Mas isso não é problema nosso: o único interesse é ganhar mais dinheiro.
Este é um exemplo clássico do que se conhece como "tragédia dos comuns", uma situação em que indivíduos motivados pelo interesse pessoal agem racionalmente, mas acabam provocando um desastre coletivo que esgota algum recurso comum.
O conceito foi popularizado pelo ecologista Garrett Hardin no ensaio The Tragedy of the Commons (A Tragédia dos Comuns, em inglês), publicado em 1968 na revista Science.
Até a década de 1970, os cientistas continuaram descobrindo novos antibióticos. Quando uma bactéria desenvolvia resistência a um deles, podia-se introduzir outro.
Essa fonte se esgotou. Mas ainda é possível que sejam criados novos medicamentos - investigadores estão explorando uma técnica promissora para encontrar componentes antimicrobianos na terra.
Mais uma vez, tudo depende de interesses. O mundo precisa de novos antibióticos, que sejam guardados e usados nas piores emergências.
Mas um produto que não é usado não vai produzir as quantias de dinheiro que a indústria farmacêutica está acostumada a faturar.
Exemplo da Dinamarca
É preciso descobrir incentivos para que se continue a fazer mais pesquisas. E também repensar de forma mais inteligente os sistemas de regulação.
Neste sentido, a Dinamarca mostrou o caminho: seu bacon é mundialmente famoso e o uso de antibióticos nos porcos é severamente controlado no país.
Um dos pontos fundamentais foi melhorar outras regulações para fazer com que as condições de vida dos animais sejam melhores. Há mais espaço e asseio, logo, menos doenças.

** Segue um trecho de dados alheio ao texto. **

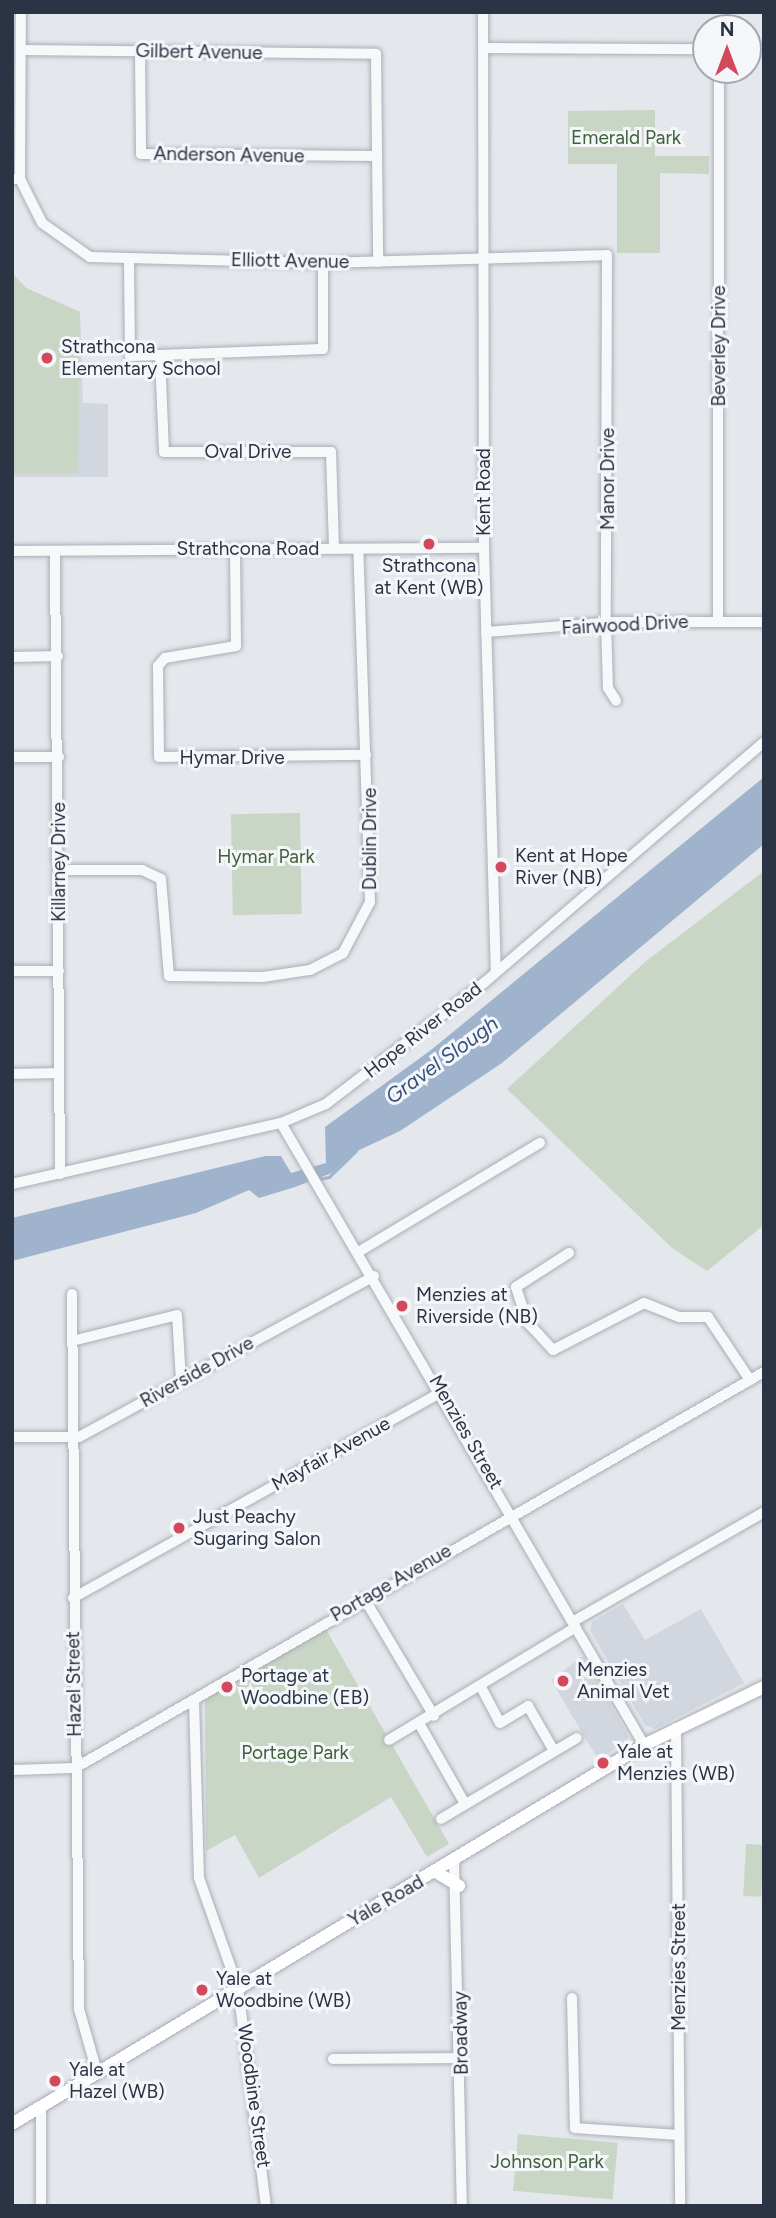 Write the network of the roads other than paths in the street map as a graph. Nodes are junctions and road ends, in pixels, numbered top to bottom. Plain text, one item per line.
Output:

Estudos recentes indicam que quando os animais vivem nessas condições, as doses rotineiras de antibióticos não têm muito impacto no seu crescimento.
As intenções da fazendeira chinesa de Wuxi eram boas. Claro que ela não sabia o que o uso excessivo de antibióticos causava. E mesmo que soubesse, enfrentaria um dilema diante do incentivo econômico para usá-los.
Mas isso tem que mudar, afirmam os especialistas.